Habermann-Horstmeier & Horstmeier (2025)
- Authors: Lotte Habermann-Horstmeier, Lukas M. Horstmeier
- Institutes: Villingen Institute of Public Health (VIPH), Villingen-Schwenningen, Germany
- Publisher: Research Square
- Link: DOI
Summary
This study provides statistical validation for the observation that ME/CFS symptoms are not random but group into specific clusters related to body systems. By bridging patient-reported experiences with biological theories, it supports the classification of ME/CFS as a neuro-immunological multisystem disease.

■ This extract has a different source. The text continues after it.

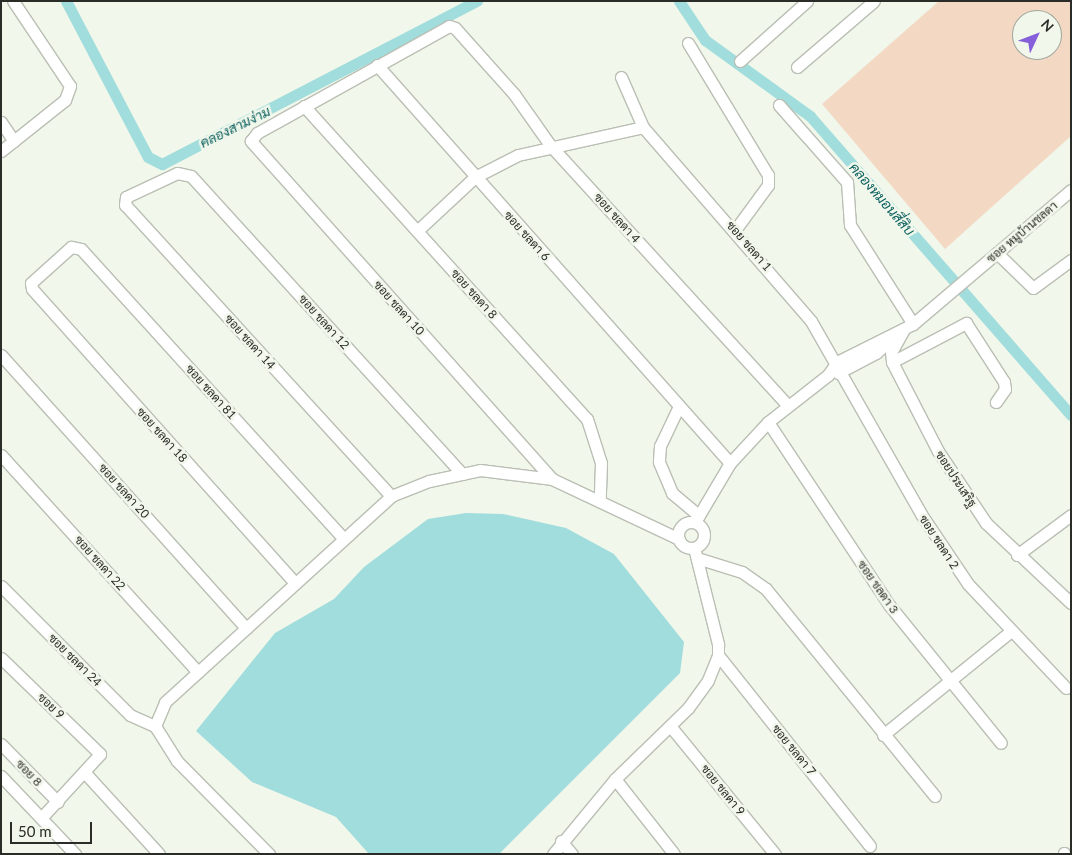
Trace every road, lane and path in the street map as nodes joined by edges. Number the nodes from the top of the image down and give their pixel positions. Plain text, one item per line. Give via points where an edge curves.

These findings offer a framework for clinicians to move toward more personalized, pathophysiology-guided diagnostic and treatment strategies.
What was researched?
The study aimed to empirically test and validate hypothesis-driven symptom clusters in ME/CFS to see if they align with known pathophysiological systems like the brain, gut, and immune system.
Why was it researched?
ME/CFS is a highly heterogeneous condition, and understanding how symptoms group together can help clarify the underlying disease mechanisms and improve clinical subgrouping.
How was it researched?
Researchers analyzed symptom data from 748 adult ME/CFS patients from the APAV-ME/CFS study using Exploratory and Confirmatory Factor Analysis and Structural Equation Modeling. Symptoms were mapped to predefined groups representing neurological, gastrointestinal, immunological, and vegetative (autonomic) systems.
What has been found?
The analysis successfully identified four coherent symptom clusters: Brain (cognitive/sensory), Gut (gastrointestinal), Immune (immunological), and Vegetative (autonomic). Brain-related symptoms like brain fog and sensory hypersensitivity formed the most coherent factor, while gastrointestinal and immunological symptoms were found to be distinct but related components.
Discussion
The results demonstrate that the wide variety of ME/CFS symptoms can be systematically attributed to specific functional body systems. A major strength is the large patient cohort and the use of robust statistical modeling to confirm these clinical subgroups.
Conclusion & Future Work
The study reinforces the view of ME/CFS as a complex neuro-immunological disease and suggests that symptom-based subgrouping can inform the development of individualized therapeutic approaches.